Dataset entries
--
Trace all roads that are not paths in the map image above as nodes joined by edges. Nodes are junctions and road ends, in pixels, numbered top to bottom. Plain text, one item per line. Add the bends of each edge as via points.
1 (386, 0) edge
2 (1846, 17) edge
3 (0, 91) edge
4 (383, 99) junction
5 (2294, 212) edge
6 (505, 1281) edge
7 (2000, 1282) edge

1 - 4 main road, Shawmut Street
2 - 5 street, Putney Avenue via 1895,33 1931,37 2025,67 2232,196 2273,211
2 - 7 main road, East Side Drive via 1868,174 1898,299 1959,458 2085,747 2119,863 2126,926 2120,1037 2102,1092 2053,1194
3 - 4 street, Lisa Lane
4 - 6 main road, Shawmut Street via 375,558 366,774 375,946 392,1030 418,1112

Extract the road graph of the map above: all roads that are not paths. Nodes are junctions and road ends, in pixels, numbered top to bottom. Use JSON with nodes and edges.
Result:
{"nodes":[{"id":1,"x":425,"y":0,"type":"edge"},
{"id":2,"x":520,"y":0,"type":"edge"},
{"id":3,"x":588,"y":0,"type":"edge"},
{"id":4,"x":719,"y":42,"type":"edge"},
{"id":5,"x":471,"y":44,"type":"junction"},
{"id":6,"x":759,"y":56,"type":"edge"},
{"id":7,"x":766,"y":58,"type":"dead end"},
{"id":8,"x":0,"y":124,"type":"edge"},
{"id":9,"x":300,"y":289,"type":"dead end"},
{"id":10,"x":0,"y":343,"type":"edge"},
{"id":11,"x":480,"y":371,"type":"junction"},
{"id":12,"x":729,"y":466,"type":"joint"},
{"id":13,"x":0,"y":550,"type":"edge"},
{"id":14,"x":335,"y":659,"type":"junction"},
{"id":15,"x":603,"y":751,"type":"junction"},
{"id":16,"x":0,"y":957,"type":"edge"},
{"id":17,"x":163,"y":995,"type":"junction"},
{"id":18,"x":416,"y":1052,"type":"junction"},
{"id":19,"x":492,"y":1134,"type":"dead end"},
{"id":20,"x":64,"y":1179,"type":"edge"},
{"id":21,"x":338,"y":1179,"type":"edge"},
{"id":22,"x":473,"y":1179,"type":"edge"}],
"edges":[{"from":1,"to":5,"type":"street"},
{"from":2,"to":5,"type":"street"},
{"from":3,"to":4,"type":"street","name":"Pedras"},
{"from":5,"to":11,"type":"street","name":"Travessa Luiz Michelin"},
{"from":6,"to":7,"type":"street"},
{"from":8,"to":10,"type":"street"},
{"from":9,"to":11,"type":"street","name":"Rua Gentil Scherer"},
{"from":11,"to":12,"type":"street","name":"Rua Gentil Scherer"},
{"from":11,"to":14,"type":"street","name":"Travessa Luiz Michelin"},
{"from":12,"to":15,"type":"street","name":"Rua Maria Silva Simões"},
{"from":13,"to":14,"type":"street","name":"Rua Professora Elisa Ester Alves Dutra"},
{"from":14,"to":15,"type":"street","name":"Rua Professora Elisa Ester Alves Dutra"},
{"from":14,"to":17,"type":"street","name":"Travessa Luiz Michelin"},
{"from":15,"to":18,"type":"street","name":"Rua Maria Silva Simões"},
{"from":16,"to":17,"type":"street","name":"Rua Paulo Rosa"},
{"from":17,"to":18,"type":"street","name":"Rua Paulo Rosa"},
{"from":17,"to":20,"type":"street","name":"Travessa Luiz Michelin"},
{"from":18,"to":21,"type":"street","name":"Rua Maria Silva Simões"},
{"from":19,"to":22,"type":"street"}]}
--
ACTION ITEM - Write out every line of the entries that holds the word "bottom".

ANSWER SECTION -
Trace all roads that are not paths in the map image above as nodes joined by edges. Nodes are junctions and road ends, in pixels, numbered top to bottom. Plain text, one item per line. Add the bends of each edge as via points.
Extract the road graph of the map above: all roads that are not paths. Nodes are junctions and road ends, in pixels, numbered top to bottom. Use JSON with nodes and edges.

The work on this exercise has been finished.